However, recent findings (Amitay, Irwin, & Moore,
2006; Watanabe, Náñez, & Sasaki,
2001) have argued against this hypothesis. Not only was it found that mere exposure to task-irrelevant signals enabled learning, but the signals could also be subthreshold (Watanabe et al.,
2001). In a study following on from Watanabe et al. (
2001), Seitz and Watanabe (
2003) demonstrated that for motion direction identification, learning was only enabled for a task-irrelevant motion direction when it was temporally correlated with task-relevant information. This correlation idea could explain why Shiu and Pashler (
1992) and Weiss et al. (
1993) did not find learning for task-irrelevant information (Seitz & Watanabe,
2005).
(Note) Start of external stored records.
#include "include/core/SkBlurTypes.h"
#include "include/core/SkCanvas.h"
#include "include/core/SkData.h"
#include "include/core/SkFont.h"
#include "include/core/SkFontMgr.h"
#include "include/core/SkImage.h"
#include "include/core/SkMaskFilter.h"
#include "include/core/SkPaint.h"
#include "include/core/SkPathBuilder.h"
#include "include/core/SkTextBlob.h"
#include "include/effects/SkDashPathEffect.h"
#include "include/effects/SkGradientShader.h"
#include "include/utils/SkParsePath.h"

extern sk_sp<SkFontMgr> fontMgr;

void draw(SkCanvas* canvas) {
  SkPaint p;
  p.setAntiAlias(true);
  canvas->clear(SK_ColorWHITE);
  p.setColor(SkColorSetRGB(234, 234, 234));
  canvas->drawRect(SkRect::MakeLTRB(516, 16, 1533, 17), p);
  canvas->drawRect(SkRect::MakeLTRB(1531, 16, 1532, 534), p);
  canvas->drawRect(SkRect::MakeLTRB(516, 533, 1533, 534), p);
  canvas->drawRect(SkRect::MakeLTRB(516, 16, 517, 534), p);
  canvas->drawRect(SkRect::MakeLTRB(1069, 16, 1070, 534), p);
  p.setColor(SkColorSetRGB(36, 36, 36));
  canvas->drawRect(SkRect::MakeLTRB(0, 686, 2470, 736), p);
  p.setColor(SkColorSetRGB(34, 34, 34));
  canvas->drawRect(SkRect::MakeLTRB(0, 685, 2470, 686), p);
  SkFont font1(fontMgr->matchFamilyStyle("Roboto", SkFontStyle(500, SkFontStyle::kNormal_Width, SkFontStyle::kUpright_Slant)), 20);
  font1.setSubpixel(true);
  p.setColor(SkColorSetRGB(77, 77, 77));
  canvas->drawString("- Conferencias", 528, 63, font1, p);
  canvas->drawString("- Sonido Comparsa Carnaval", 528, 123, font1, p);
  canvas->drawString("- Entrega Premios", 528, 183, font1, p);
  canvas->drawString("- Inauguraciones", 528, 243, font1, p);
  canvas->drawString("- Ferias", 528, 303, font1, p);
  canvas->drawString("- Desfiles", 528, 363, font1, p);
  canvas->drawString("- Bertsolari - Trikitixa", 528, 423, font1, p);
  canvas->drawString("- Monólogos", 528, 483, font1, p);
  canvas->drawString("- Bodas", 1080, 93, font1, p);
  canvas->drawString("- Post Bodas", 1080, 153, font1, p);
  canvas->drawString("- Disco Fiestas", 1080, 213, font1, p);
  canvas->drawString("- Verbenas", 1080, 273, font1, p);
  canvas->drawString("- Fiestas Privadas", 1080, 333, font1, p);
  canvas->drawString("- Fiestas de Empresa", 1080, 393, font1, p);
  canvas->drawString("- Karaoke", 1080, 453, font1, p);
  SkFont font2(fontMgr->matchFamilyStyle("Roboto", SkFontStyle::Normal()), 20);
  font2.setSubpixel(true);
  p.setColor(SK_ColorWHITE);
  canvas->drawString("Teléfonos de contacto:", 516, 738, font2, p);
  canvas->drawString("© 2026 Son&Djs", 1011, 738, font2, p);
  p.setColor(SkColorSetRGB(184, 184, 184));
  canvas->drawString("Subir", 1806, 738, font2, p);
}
However, it cannot explain why when the task-relevant and -irrelevant stimuli were correlated, there was still no learning of the task-irrelevant stimulus attribute (Ahissar & Hochstein,
1993). Nor can it explain why task-irrelevant learning was enabled without such a correlation in other studies (Amitay et al.,
2006; Watanabe et al.,
2001). For instance, Watanabe et al. also found that after subthreshold exposure to a pedestal motion direction, suprathreshold direction discrimination was improved. More specifically, in a same–different direction discrimination task, a random-dot motion stimulus was first displayed that moved in the previously exposed pedestal direction, which was followed by a second stimulus that moved either 0° or ±3° away. However, the signal for this discrimination, ±3° from the pedestal direction, was never exposed. It remains an open question therefore why the never exposed directional difference signal, ±3°, could be better discriminated as a result of discrimination-irrelevant training (assuming that the bettered discrimination was not solely due to the “same” trials).